Dans son article sur le manuel scolaire entre 1880 et 1950 pour l’Histoire de l’édition française, Choppin (1986) écrivait :

« S’il est difficile de faire la part dans l’évolution du manuel des innovations d’origine pédagogique, de celles qui découlent des progrès de la technique et de celles qui ressortissent à la surenchère commerciale, il apparaît cependant que les changements intervenus dans l’aspect des ouvrages sont intimement liés à l’évolution de l’illustration didactique. » (p. 303)

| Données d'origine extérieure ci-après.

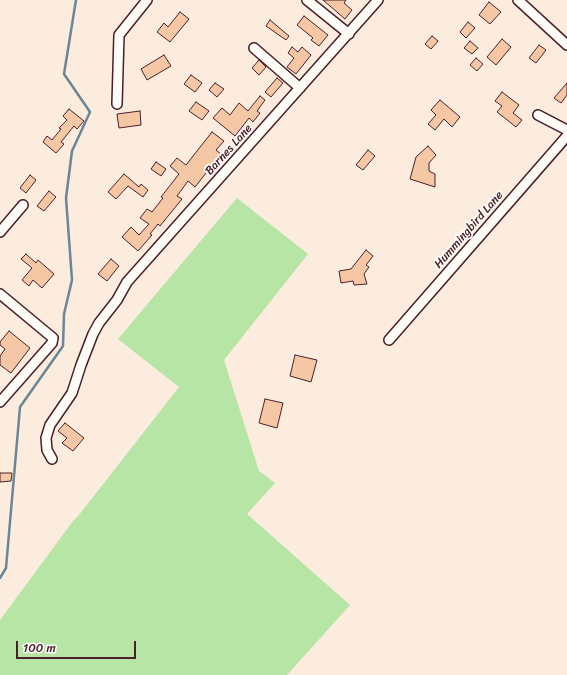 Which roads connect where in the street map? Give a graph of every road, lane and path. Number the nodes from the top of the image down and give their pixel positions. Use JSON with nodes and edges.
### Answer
{"nodes":[{"id":1,"x":146,"y":0,"type":"edge"},
{"id":2,"x":307,"y":0,"type":"edge"},
{"id":3,"x":378,"y":0,"type":"edge"},
{"id":4,"x":518,"y":0,"type":"edge"},
{"id":5,"x":349,"y":34,"type":"junction"},
{"id":6,"x":567,"y":45,"type":"edge"},
{"id":7,"x":254,"y":48,"type":"dead end"},
{"id":8,"x":300,"y":88,"type":"junction"},
{"id":9,"x":117,"y":104,"type":"dead end"},
{"id":10,"x":538,"y":115,"type":"dead end"},
{"id":11,"x":567,"y":130,"type":"edge"},
{"id":12,"x":567,"y":136,"type":"edge"},
{"id":13,"x":23,"y":205,"type":"dead end"},
{"id":14,"x":0,"y":232,"type":"edge"},
{"id":15,"x":0,"y":294,"type":"edge"},
{"id":16,"x":389,"y":340,"type":"dead end"},
{"id":17,"x":0,"y":402,"type":"edge"},
{"id":18,"x":52,"y":459,"type":"dead end"}],
"edges":[{"from":1,"to":9,"type":"street"},
{"from":2,"to":5,"type":"street"},
{"from":3,"to":5,"type":"street","name":"Barnes Lane"},
{"from":4,"to":6,"type":"street"},
{"from":5,"to":8,"type":"street","name":"Barnes Lane"},
{"from":7,"to":8,"type":"street"},
{"from":8,"to":18,"type":"street","name":"Barnes Lane"},
{"from":10,"to":11,"type":"street"},
{"from":12,"to":16,"type":"street","name":"Hummingbird Lane"},
{"from":13,"to":14,"type":"street"},
{"from":15,"to":17,"type":"street"}]} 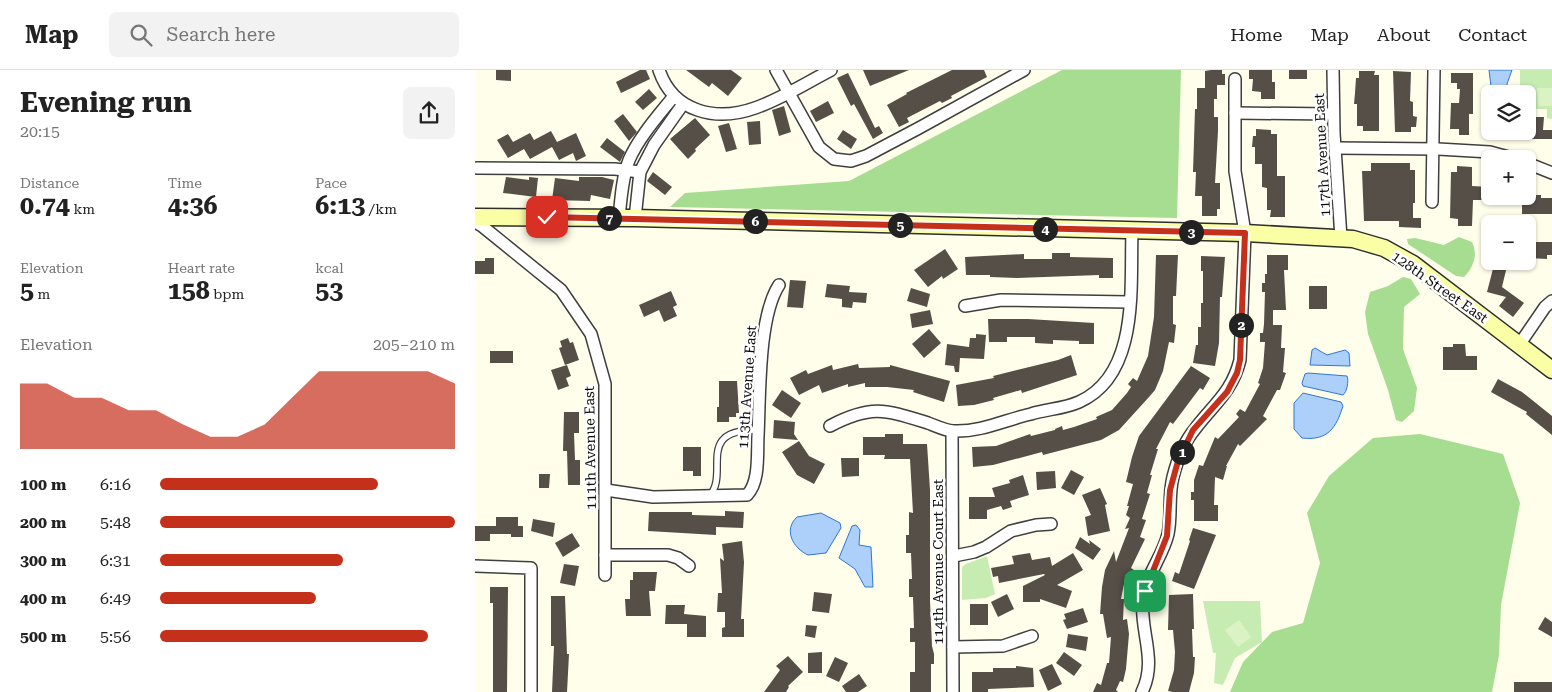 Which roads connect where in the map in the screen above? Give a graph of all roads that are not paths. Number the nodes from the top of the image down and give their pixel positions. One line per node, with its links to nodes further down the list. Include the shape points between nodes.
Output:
1 (659, 70): 9 (street)
2 (776, 70): 8 (street)
3 (831, 70): 8 (street)
4 (1024, 70): 8 (street, via 866,156 851,161 829,156 819,147)
5 (1333, 70): 11 (street, 117th Avenue East)
6 (1434, 70): 13 (street)
7 (1235, 79): 10 (street)
8 (789, 92): 9 (street, via 740,112 715,113 693,109)
9 (678, 100): 17 (street, via 636,148); 18 (street)
10 (1235, 113): 11 (street); 25 (street, via 1235,171)
11 (1333, 114): 12 (street, 117th Avenue East)
12 (1335, 148): 13 (street); 26 (street, 117th Avenue East)
13 (1433, 148): 14 (street); 20 (street)
14 (1481, 151)
15 (1536, 167): 19 (street)
16 (477, 168): 17 (street)
17 (626, 169): 18 (street); 22 (street)
18 (640, 172): 22 (street)
19 (1552, 173)
20 (1432, 202)
21 (475, 216): 22 (street, 128th Street East)
22 (627, 218): 24 (street, 128th Street East)
23 (475, 222): 36 (street, 111th Avenue East, via 561,290 591,334 605,384)
24 (1132, 231): 25 (street, 128th Street East); 29 (street)
25 (1245, 233): 26 (street, 128th Street East); 48 (street, via 1240,360 1227,392 1193,430 1173,476 1167,536 1143,598 1149,660)
26 (1341, 238): 31 (street, 128th Street East, via 1363,241 1398,255)
27 (779, 285): 34 (street, 113th Avenue East, via 770,302 765,328)
28 (1552, 301): 31 (street)
29 (1129, 302): 30 (street, via 1001,300); 35 (street, via 1128,332 1123,350 1102,385 1080,401 1063,408 1025,415 993,426)
30 (965, 306)
31 (1519, 345): 32 (street, 128th Street East)
32 (1552, 370)
33 (830, 426): 35 (street, via 858,414 884,411)
34 (758, 430): 37 (lane, via 735,432 723,441 717,456 715,488); 37 (street, 113th Avenue East, via 757,459 750,492 747,495)
35 (953, 431): 40 (street, 114th Avenue Court East)
36 (606, 490): 37 (street, via 653,497); 39 (street, 111th Avenue East)
37 (709, 496)
38 (1051, 524): 40 (street, via 1011,531 986,547)
39 (605, 555): 42 (street, via 668,555); 43 (street, 111th Avenue East)
40 (954, 556): 45 (street, 114th Avenue Court East)
41 (475, 566): 46 (street, via 531,568)
42 (689, 566)
43 (605, 575)
44 (1032, 636): 45 (street, via 1003,646)
45 (953, 647): 47 (street, 114th Avenue Court East)
46 (531, 692)
47 (953, 692)
48 (1141, 692)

Si le nombre d’images augmente quantitativement au fil du temps dans les manuels, ce n’est pas uniquement à cause de ce que l’on appelle communément l’arrivée d’une « société de l’image ». En effet, la synthèse des articles de cette livraison portant sur six disciplines (histoire, géographie, langues vivantes, grammaire, arithmétique, travaux manuels), et la lecture d’autres articles (notamment sur les sciences physiques) montrent que le nombre d’images progresse différemment selon les disciplines, les niveaux et les publics entre 1870 et 1960, période où les images apparaissent et se développent dans les manuels. Mais ces articles montrent aussi que l’analyse de l’image ne peut pas être uniquement quantitative : sa nature (abstraite, figurative) varie selon les mêmes facteurs.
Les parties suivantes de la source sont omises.